I ricercatori dell’Istituto di radioprotezione e sicurezza nucleare (IRSN), in Francia, hanno diffuso un comunicato nel quale spiegano che il rilascio di isotopi potrebbe essere avvenuto nell’impianto russo per il trattamento di rifiuti nucleari di Mayak, a poca distanza dalla città di Ozyorsk, nella Siberia occidentale. Altri esperti avevano fatto ipotesi simili alla fine dello scorso anno, ma le autorità russe avevano negato la circostanza e ancora oggi sostengono che non ci siano legami dimostrabili tra la nube radioattiva e le attività svolte a Mayak. L’Istituto di sicurezza nucleare dell’Accademia delle Science russa (IBRAE) si è riunito a Mosca alla fine di gennaio e, dopo un lungo dibattito, i suoi membri non sono arrivati a una posizione comune sulle origini della nube.

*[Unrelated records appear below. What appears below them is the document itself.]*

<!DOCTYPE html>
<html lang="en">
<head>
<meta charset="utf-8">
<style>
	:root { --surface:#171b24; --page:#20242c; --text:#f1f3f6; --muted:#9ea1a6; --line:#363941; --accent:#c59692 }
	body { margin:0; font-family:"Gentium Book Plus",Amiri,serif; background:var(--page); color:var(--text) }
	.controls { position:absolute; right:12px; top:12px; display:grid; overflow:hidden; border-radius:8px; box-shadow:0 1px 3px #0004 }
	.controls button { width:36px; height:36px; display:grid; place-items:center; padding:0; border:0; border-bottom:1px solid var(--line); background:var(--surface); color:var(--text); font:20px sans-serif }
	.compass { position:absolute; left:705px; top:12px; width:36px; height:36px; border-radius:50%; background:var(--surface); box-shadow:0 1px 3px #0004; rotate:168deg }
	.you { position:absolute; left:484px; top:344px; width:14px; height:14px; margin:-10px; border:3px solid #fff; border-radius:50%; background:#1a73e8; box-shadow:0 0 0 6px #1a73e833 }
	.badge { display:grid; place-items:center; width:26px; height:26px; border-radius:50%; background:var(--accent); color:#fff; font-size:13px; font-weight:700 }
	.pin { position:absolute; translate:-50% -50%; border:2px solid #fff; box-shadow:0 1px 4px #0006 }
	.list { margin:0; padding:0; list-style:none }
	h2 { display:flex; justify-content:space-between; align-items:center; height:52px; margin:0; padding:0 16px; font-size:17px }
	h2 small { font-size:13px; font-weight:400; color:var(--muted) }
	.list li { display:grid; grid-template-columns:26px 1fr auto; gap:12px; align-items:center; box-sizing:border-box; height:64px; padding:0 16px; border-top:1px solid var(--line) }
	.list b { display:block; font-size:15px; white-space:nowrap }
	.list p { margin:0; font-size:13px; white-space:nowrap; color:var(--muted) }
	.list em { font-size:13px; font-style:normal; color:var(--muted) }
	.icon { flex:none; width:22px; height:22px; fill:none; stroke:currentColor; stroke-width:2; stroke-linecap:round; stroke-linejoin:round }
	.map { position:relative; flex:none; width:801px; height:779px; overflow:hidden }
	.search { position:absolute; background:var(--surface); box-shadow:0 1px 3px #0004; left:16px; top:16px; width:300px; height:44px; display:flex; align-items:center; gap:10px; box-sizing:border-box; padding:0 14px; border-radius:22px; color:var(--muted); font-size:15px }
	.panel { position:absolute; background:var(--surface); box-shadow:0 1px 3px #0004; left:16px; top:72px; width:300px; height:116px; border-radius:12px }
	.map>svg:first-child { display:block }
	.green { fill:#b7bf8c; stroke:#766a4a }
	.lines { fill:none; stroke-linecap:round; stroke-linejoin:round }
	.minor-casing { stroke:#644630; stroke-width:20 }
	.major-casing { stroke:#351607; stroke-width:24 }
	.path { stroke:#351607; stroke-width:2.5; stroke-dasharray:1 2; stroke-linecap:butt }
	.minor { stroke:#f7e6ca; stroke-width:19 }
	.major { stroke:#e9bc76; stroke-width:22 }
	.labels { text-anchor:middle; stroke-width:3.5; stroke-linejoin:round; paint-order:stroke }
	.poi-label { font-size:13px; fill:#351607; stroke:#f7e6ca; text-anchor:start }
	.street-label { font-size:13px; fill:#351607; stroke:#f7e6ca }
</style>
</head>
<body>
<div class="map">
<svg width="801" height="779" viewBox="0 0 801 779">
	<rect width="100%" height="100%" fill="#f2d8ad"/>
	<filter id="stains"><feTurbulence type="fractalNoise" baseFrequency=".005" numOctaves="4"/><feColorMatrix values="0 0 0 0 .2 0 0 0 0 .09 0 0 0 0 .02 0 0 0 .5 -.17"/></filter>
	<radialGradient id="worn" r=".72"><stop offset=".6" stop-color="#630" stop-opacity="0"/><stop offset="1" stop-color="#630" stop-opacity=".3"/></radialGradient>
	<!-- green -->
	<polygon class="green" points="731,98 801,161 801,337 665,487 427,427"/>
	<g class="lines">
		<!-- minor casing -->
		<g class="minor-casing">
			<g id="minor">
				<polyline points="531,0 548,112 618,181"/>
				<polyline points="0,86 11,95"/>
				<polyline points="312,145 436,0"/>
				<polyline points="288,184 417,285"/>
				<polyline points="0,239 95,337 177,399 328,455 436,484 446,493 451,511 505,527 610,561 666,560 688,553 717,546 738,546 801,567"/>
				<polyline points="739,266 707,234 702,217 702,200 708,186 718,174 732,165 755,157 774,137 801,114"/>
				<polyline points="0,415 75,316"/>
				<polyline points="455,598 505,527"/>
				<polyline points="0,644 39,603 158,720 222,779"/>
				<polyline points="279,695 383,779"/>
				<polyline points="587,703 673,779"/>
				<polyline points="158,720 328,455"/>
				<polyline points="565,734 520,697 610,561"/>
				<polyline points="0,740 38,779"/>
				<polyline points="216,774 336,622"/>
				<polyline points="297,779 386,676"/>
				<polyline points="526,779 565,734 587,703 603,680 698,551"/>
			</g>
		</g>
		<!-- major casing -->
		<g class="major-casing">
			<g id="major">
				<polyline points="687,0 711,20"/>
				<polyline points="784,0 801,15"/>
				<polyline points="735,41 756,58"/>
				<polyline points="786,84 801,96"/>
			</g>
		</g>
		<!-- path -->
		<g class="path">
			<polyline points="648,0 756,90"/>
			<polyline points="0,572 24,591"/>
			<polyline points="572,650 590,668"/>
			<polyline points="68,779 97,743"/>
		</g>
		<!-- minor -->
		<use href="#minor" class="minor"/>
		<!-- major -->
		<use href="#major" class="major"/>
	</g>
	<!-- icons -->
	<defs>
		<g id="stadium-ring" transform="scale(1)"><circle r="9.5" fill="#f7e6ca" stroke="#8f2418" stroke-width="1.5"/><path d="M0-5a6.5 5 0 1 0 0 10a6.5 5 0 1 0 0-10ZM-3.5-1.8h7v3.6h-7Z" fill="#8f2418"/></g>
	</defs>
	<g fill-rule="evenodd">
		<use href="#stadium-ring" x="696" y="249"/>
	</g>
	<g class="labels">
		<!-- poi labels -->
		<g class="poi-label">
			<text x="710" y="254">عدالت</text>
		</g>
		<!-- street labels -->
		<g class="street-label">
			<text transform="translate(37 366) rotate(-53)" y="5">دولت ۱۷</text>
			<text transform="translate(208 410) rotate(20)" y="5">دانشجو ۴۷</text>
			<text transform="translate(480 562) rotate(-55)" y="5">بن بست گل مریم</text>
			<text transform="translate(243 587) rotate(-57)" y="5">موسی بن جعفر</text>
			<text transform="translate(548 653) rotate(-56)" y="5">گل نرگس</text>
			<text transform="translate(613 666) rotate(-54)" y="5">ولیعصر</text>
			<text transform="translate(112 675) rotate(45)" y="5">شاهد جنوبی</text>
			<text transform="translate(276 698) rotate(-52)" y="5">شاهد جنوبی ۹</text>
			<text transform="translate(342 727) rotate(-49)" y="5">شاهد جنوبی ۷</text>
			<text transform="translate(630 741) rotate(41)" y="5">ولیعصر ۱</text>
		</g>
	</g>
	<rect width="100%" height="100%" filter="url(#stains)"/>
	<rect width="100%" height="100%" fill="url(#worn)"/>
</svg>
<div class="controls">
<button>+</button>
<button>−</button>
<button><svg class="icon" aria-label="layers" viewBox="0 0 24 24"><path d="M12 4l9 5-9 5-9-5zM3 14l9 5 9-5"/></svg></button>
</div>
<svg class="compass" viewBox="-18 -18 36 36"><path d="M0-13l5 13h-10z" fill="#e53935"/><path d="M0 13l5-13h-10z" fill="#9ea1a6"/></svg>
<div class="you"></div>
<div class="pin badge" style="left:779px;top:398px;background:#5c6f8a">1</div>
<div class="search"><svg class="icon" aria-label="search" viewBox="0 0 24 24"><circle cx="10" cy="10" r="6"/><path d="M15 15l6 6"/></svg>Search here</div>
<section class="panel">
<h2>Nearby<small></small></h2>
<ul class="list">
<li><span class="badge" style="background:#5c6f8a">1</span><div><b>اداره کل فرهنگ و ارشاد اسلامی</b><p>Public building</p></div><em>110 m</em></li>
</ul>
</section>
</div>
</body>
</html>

Basandosi su una simulazione al computer, a inizio ottobre 2017 i ricercatori dell’IRSN avevano concluso che la nube contenente Rutenio-106 si fosse originata negli Urali meridionali, circostanza confermata anche dai loro colleghi tedeschi. La simulazione aveva inoltre consentito di escludere un incidente nucleare di maggiore portata in una centrale russa, perché in quel caso la quantità di radioisotopi rilevata nell’aria sarebbe stata molto più alta.
Nella regione russa indicata dall’IRSN c’è l’impianto di Mayak, sito nucleare sulle cui attività il governo russo mantiene uno stretto riserbo e famoso per uno dei più gravi incidenti nucleari della storia, avvenuto nel 1957 quando un suo serbatoio esplose portando alla contaminazione di un’ampia area geografica e all’evacuazione dei centri abitati più vicini.
L’IRSN ipotizza che la perdita sia avvenuta nelle fasi di preparazione di un dispositivo altamente radioattivo, in lavorazione per conto dei laboratori del Gran Sasso dell’Istituto Nazionale di Fisica Nucleare italiano (INFN) per SOX, un nuovo esperimento sui neutrini: le particelle subatomiche elementari con una massa piccolissima e carica elettrica nulla, che viaggiano a velocità prossime a quella della luce e che sono invisibili alla vista (una particella subatomica è molto più piccola di un atomo). Studiandone le caratteristiche, i ricercatori possono capire come funziona l’Universo e avere nuovi elementi per comprendere da dove arriva la materia.
SOX era stato al centro di numerose polemiche a fine 2017 in seguito a un servizio di Nadia Toffa per Le Iene nel quale si sosteneva che al Gran Sasso si stesse predisponendo “un pericoloso esperimento nucleare tenuto nascosto”. In realtà il test era stato ampiamente discusso e raccontato, non solo nella comunità scientifica, e prevedeva una procedura molto severa e accurata per il trasporto della sorgente radioattiva dalla Russia. La produzione della capsula, contenente Cerio-144, era stata affidata a Mayak che aveva assicurato di avere conoscenze e risorse per realizzarla nei tempi richiesti dal Gran Sasso.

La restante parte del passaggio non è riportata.